**PROBLEM TO SOLVE:**
Only the lines from the top of the records below through the line containing "M34,39L54,0" should be printed, exactly and without pictures.

-------

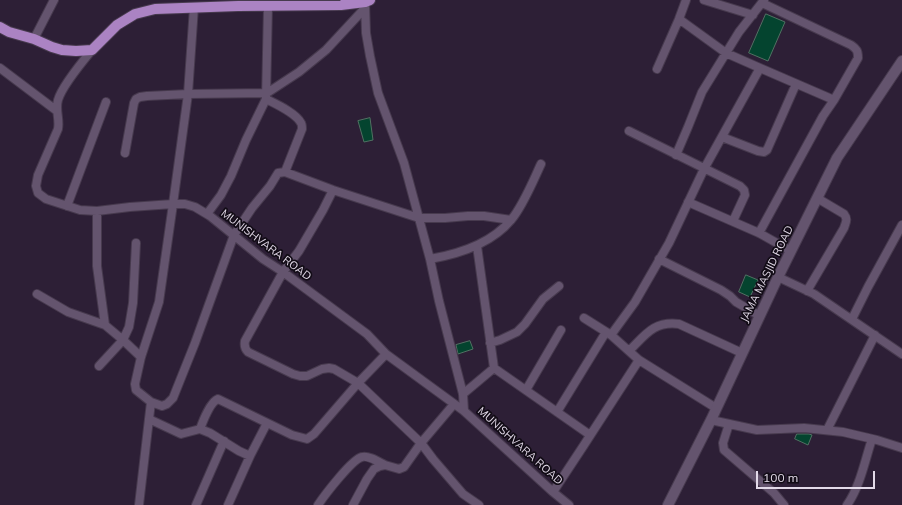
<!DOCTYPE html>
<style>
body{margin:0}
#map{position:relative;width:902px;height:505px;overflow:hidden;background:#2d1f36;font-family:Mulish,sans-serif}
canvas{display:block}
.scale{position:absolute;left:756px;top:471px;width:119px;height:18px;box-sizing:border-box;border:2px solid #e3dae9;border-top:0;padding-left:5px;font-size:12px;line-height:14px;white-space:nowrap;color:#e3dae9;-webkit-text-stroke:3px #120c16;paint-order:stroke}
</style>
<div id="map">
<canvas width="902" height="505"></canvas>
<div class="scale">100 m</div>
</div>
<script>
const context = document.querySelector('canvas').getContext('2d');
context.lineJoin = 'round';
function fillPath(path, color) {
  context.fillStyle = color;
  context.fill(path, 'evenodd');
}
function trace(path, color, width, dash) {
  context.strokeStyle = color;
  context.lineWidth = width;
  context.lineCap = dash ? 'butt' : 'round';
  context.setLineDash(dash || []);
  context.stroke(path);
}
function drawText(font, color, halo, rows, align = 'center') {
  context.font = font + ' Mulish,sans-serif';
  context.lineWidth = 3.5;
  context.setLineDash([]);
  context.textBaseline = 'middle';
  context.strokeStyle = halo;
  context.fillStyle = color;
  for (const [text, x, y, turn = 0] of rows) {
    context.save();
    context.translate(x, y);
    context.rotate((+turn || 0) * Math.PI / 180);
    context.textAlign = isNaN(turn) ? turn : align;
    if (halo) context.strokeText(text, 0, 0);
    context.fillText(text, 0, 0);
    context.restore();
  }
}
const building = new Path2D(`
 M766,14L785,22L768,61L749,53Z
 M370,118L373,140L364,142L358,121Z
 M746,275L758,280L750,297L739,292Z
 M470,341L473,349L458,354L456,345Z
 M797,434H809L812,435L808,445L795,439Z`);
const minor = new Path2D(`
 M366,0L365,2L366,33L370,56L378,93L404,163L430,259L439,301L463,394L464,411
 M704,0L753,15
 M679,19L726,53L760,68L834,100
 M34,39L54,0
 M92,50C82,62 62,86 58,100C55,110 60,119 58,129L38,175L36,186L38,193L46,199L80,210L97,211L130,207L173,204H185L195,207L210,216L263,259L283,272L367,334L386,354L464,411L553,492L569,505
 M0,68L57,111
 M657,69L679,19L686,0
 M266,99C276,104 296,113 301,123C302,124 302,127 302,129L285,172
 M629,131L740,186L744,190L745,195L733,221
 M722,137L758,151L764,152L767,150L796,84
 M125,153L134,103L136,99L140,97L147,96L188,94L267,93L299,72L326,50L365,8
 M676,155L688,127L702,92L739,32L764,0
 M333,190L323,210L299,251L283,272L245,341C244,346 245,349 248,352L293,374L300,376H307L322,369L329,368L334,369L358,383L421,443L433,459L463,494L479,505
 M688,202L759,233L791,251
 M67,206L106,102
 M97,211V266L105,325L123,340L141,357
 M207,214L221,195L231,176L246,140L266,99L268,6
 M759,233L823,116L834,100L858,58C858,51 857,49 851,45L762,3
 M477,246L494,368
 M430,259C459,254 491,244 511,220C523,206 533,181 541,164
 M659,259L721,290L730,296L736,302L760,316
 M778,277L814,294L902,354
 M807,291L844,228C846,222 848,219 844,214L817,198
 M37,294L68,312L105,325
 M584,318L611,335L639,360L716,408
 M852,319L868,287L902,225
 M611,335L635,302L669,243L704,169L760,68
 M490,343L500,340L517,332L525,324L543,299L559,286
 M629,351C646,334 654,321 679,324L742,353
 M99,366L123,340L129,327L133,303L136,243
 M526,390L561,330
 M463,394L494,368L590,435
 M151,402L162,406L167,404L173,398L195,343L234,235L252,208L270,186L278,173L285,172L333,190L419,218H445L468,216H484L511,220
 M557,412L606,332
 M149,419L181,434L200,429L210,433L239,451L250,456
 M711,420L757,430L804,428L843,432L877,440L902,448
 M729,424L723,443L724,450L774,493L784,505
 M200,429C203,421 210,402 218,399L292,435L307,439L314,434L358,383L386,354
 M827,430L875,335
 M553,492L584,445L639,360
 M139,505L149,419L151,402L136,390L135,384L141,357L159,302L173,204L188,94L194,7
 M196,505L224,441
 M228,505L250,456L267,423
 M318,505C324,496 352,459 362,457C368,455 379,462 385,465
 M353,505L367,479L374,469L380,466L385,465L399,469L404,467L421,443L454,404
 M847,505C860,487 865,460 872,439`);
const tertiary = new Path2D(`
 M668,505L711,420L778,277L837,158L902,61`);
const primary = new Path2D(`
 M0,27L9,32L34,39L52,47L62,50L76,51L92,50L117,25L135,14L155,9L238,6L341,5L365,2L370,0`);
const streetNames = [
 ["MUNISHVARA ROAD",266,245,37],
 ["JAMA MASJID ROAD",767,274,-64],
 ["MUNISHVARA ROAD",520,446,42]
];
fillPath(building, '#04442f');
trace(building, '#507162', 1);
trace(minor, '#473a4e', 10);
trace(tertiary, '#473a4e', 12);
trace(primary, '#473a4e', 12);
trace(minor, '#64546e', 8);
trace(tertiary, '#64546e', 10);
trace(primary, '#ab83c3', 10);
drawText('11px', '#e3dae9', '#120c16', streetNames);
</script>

-------

**SOLUTION:**
<!DOCTYPE html>
<style>
body{margin:0}
#map{position:relative;width:902px;height:505px;overflow:hidden;background:#2d1f36;font-family:Mulish,sans-serif}
canvas{display:block}
.scale{position:absolute;left:756px;top:471px;width:119px;height:18px;box-sizing:border-box;border:2px solid #e3dae9;border-top:0;padding-left:5px;font-size:12px;line-height:14px;white-space:nowrap;color:#e3dae9;-webkit-text-stroke:3px #120c16;paint-order:stroke}
</style>
<div id="map">
<canvas width="902" height="505"></canvas>
<div class="scale">100 m</div>
</div>
<script>
const context = document.querySelector('canvas').getContext('2d');
context.lineJoin = 'round';
function fillPath(path, color) {
  context.fillStyle = color;
  context.fill(path, 'evenodd');
}
function trace(path, color, width, dash) {
  context.strokeStyle = color;
  context.lineWidth = width;
  context.lineCap = dash ? 'butt' : 'round';
  context.setLineDash(dash || []);
  context.stroke(path);
}
function drawText(font, color, halo, rows, align = 'center') {
  context.font = font + ' Mulish,sans-serif';
  context.lineWidth = 3.5;
  context.setLineDash([]);
  context.textBaseline = 'middle';
  context.strokeStyle = halo;
  context.fillStyle = color;
  for (const [text, x, y, turn = 0] of rows) {
    context.save();
    context.translate(x, y);
    context.rotate((+turn || 0) * Math.PI / 180);
    context.textAlign = isNaN(turn) ? turn : align;
    if (halo) context.strokeText(text, 0, 0);
    context.fillText(text, 0, 0);
    context.restore();
  }
}
const building = new Path2D(`
 M766,14L785,22L768,61L749,53Z
 M370,118L373,140L364,142L358,121Z
 M746,275L758,280L750,297L739,292Z
 M470,341L473,349L458,354L456,345Z
 M797,434H809L812,435L808,445L795,439Z`);
const minor = new Path2D(`
 M366,0L365,2L366,33L370,56L378,93L404,163L430,259L439,301L463,394L464,411
 M704,0L753,15
 M679,19L726,53L760,68L834,100
 M34,39L54,0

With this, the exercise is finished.